Union City's schools do better than you would expect given their demographics, but Union City's schools aren't the highest performing relative to demographics in New Jersey either and as an Abbott district Union City is comparatively well-resourced, spending $17,400 per pupil for 2015, getting universal Pre-K, and having a splendid, brand-new high school.

Union City's scchools are at the 25th-29th percentiles statewide, or the 65th percentile compared to demographic peers. That's good, but it's much less impressive than Dover which are almost as demographically poor but much lower resource and is actually significantly above the state averages.

Union City's scores are actually equal to many high-FRL/low-resource non-Abbotts such as Guttenberg, Manchester Regional, and Prospect Park.
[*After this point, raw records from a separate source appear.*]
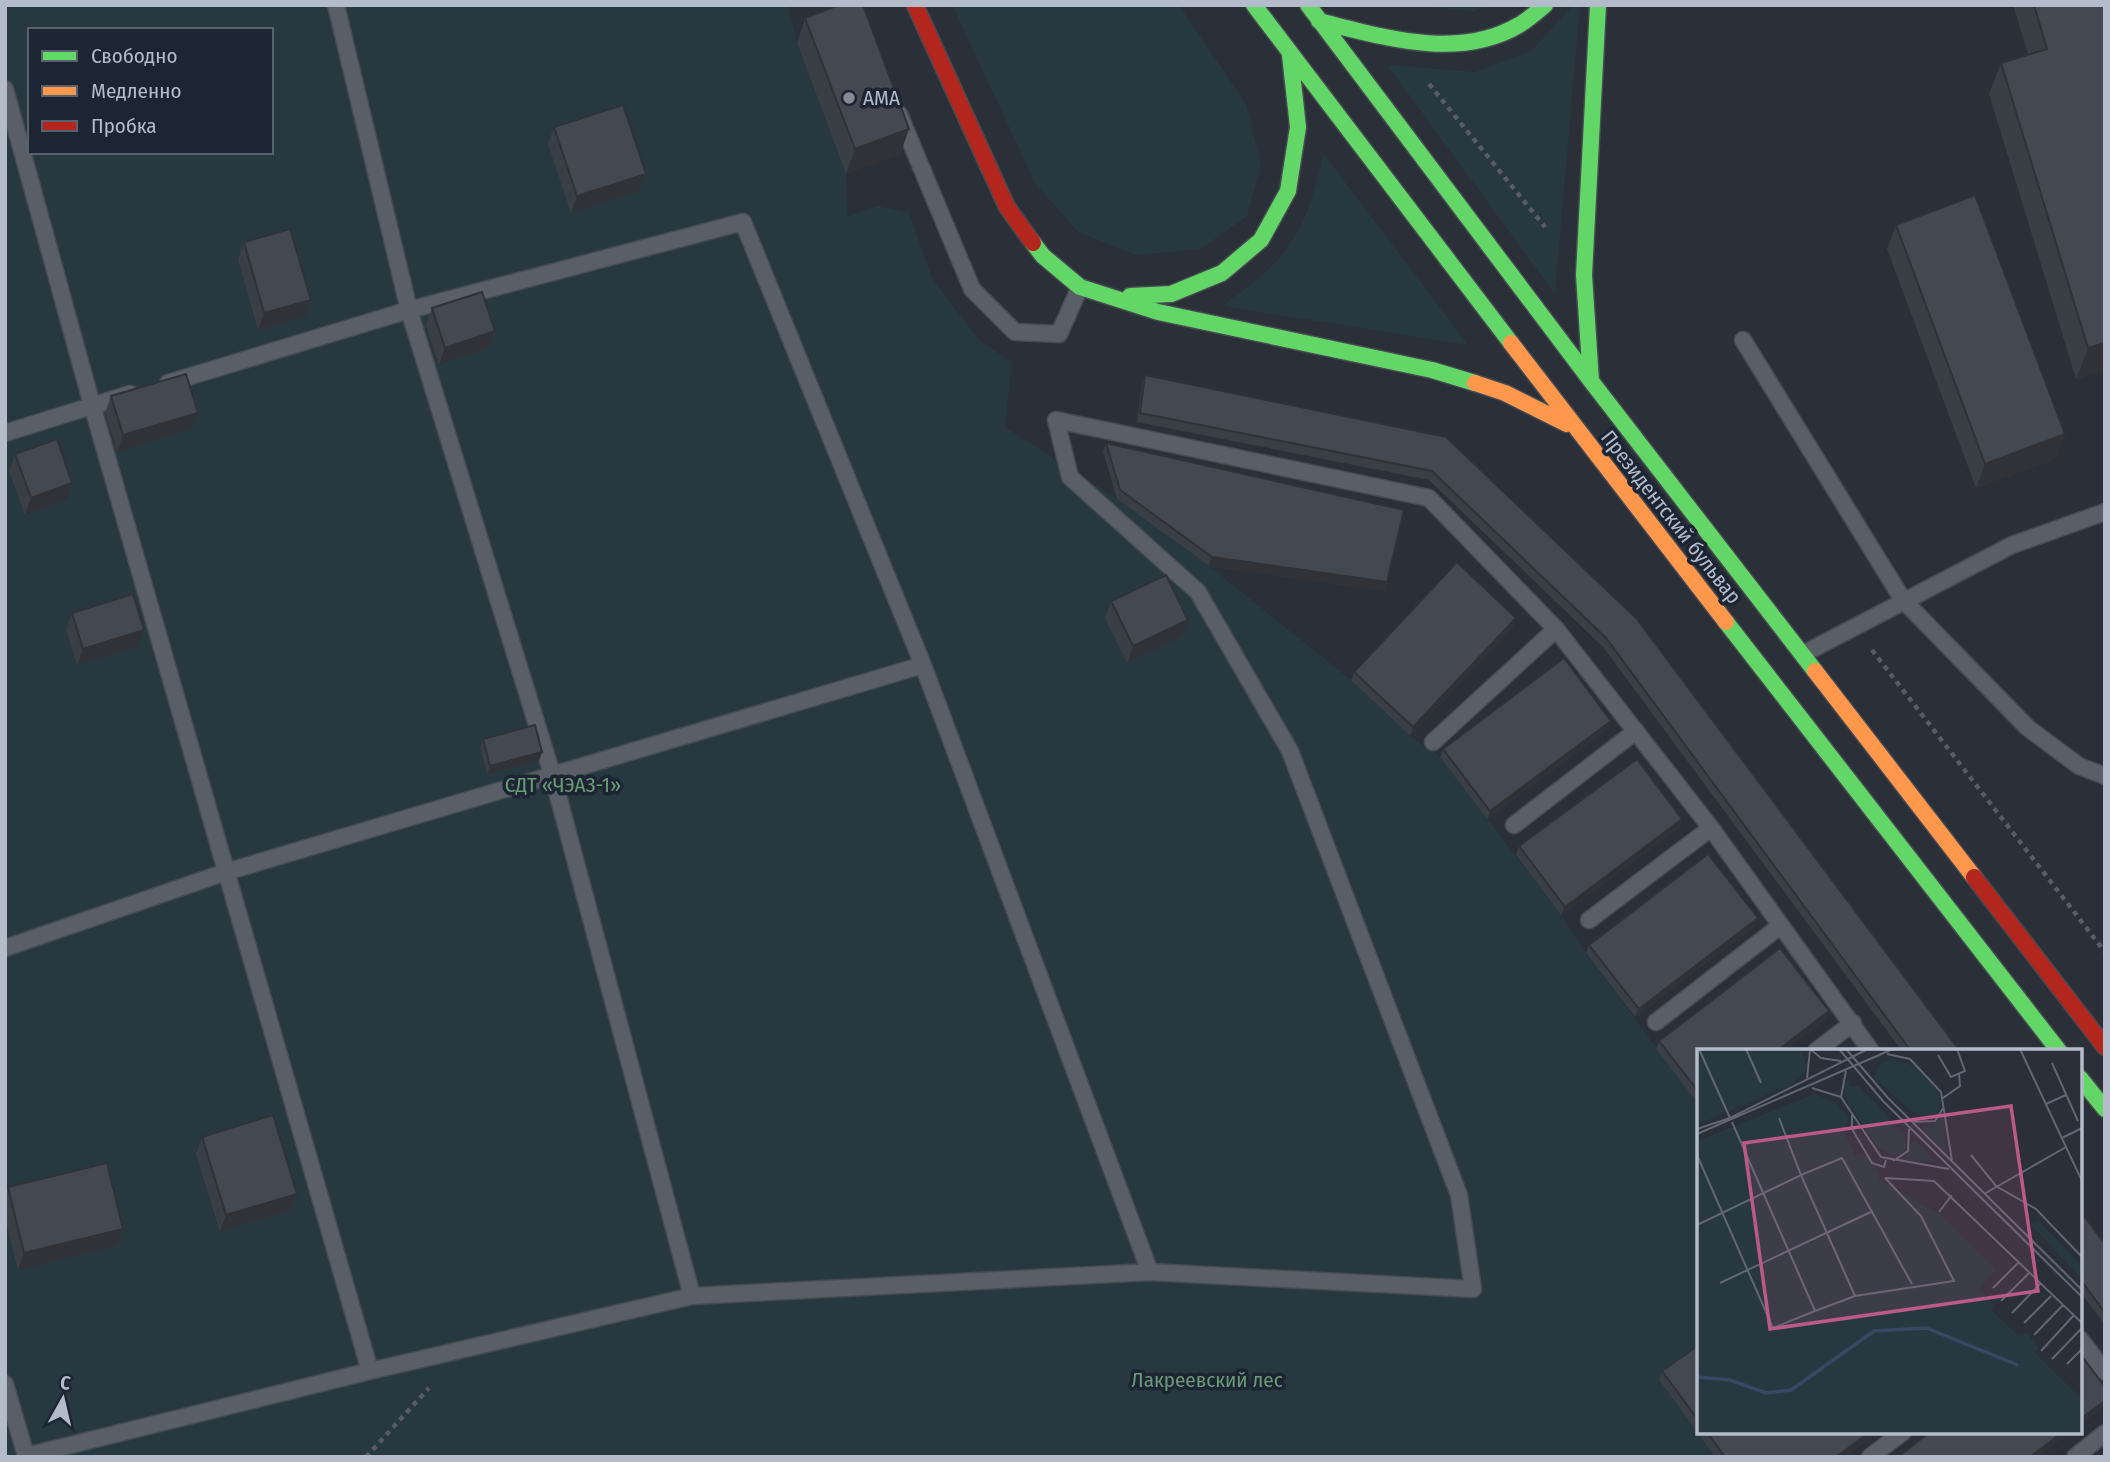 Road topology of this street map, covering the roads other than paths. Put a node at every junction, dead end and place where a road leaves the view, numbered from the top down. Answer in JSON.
{"nodes":[{"id":1,"x":336,"y":5,"type":"edge"},
{"id":2,"x":915,"y":5,"type":"edge"},
{"id":3,"x":1254,"y":5,"type":"edge"},
{"id":4,"x":1308,"y":5,"type":"edge"},
{"id":5,"x":1545,"y":5,"type":"edge"},
{"id":6,"x":1598,"y":5,"type":"edge"},
{"id":7,"x":1320,"y":21,"type":"junction"},
{"id":8,"x":1290,"y":55,"type":"junction"},
{"id":9,"x":5,"y":89,"type":"edge"},
{"id":10,"x":892,"y":99,"type":"edge"},
{"id":11,"x":1080,"y":286,"type":"junction"},
{"id":12,"x":1108,"y":297,"type":"junction"},
{"id":13,"x":409,"y":310,"type":"junction"},
{"id":14,"x":1743,"y":340,"type":"dead end"},
{"id":15,"x":1591,"y":381,"type":"junction"},
{"id":16,"x":92,"y":405,"type":"junction"},
{"id":17,"x":1575,"y":428,"type":"junction"},
{"id":18,"x":5,"y":433,"type":"edge"},
{"id":19,"x":2105,"y":512,"type":"edge"},
{"id":20,"x":1903,"y":600,"type":"junction"},
{"id":21,"x":1556,"y":629,"type":"junction"},
{"id":22,"x":1803,"y":654,"type":"junction"},
{"id":23,"x":923,"y":665,"type":"junction"},
{"id":24,"x":1636,"y":731,"type":"junction"},
{"id":25,"x":1433,"y":742,"type":"dead end"},
{"id":26,"x":2105,"y":776,"type":"edge"},
{"id":27,"x":553,"y":777,"type":"junction"},
{"id":28,"x":1514,"y":825,"type":"dead end"},
{"id":29,"x":1711,"y":828,"type":"junction"},
{"id":30,"x":226,"y":872,"type":"junction"},
{"id":31,"x":1589,"y":920,"type":"dead end"},
{"id":32,"x":1780,"y":926,"type":"junction"},
{"id":33,"x":5,"y":948,"type":"edge"},
{"id":34,"x":1656,"y":1022,"type":"dead end"},
{"id":35,"x":1853,"y":1023,"type":"junction"},
{"id":36,"x":2105,"y":1046,"type":"edge"},
{"id":37,"x":1819,"y":1049,"type":"edge"},
{"id":38,"x":1870,"y":1049,"type":"edge"},
{"id":39,"x":2057,"y":1049,"type":"edge"},
{"id":40,"x":2082,"y":1080,"type":"edge"},
{"id":41,"x":2105,"y":1109,"type":"edge"},
{"id":42,"x":1150,"y":1272,"type":"junction"},
{"id":43,"x":692,"y":1296,"type":"junction"},
{"id":44,"x":2082,"y":1342,"type":"edge"},
{"id":45,"x":370,"y":1371,"type":"junction"},
{"id":46,"x":2105,"y":1372,"type":"edge"},
{"id":47,"x":5,"y":1384,"type":"edge"},
{"id":48,"x":2105,"y":1433,"type":"edge"},
{"id":49,"x":1900,"y":1434,"type":"edge"},
{"id":50,"x":1870,"y":1457,"type":"edge"},
{"id":51,"x":2075,"y":1457,"type":"edge"}],
"edges":[{"from":1,"to":13,"type":"lane"},
{"from":2,"to":11,"type":"main road"},
{"from":3,"to":8,"type":"main road","name":"Президентский бульвар"},
{"from":4,"to":7,"type":"main road","name":"Президентский бульвар"},
{"from":5,"to":7,"type":"main road"},
{"from":6,"to":15,"type":"main road"},
{"from":7,"to":15,"type":"main road","name":"Президентский бульвар"},
{"from":8,"to":12,"type":"main road"},
{"from":8,"to":17,"type":"main road","name":"Президентский бульвар"},
{"from":9,"to":16,"type":"lane"},
{"from":10,"to":11,"type":"lane"},
{"from":11,"to":12,"type":"main road"},
{"from":12,"to":17,"type":"main road"},
{"from":13,"to":16,"type":"lane"},
{"from":13,"to":23,"type":"lane"},
{"from":13,"to":27,"type":"lane"},
{"from":14,"to":20,"type":"lane"},
{"from":15,"to":22,"type":"main road","name":"Президентский бульвар"},
{"from":16,"to":18,"type":"lane"},
{"from":16,"to":30,"type":"lane"},
{"from":17,"to":39,"type":"main road","name":"Президентский бульвар"},
{"from":19,"to":20,"type":"lane"},
{"from":20,"to":22,"type":"lane"},
{"from":20,"to":26,"type":"lane"},
{"from":21,"to":24,"type":"lane"},
{"from":21,"to":25,"type":"lane"},
{"from":21,"to":42,"type":"lane"},
{"from":22,"to":36,"type":"main road","name":"Президентский бульвар"},
{"from":23,"to":27,"type":"lane"},
{"from":23,"to":42,"type":"lane"},
{"from":24,"to":28,"type":"lane"},
{"from":24,"to":29,"type":"lane"},
{"from":27,"to":30,"type":"lane"},
{"from":27,"to":43,"type":"lane"},
{"from":29,"to":31,"type":"lane"},
{"from":29,"to":32,"type":"lane"},
{"from":30,"to":33,"type":"lane"},
{"from":30,"to":45,"type":"lane"},
{"from":32,"to":34,"type":"lane"},
{"from":32,"to":35,"type":"lane"},
{"from":35,"to":37,"type":"lane"},
{"from":35,"to":38,"type":"lane"},
{"from":40,"to":41,"type":"main road"},
{"from":42,"to":43,"type":"lane"},
{"from":43,"to":45,"type":"lane"},
{"from":44,"to":46,"type":"lane"},
{"from":45,"to":47,"type":"lane"},
{"from":48,"to":51,"type":"lane"},
{"from":49,"to":50,"type":"lane"}]}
The point of praising Union City in Improbable Scholars and Kirp's essay is to make an argument "charters aren't necessary (or even harmful)," but praising Dover would be an argument "big money isn't necessary" and that's not something Kirp wants to do.

Ajay Srikanth said...

I was thinking the same exact thing as I read this! Kirp assumes that strategies that work for ELLs of Cuban and Latin American descent in Union City (Bilingual Education and native language instruction) will work for African American students in Newark (the only groups of students served in charters and the racial group discussed in The Prize). This is just an inaccurate column that makes false equivalencies and uses inaccurate data.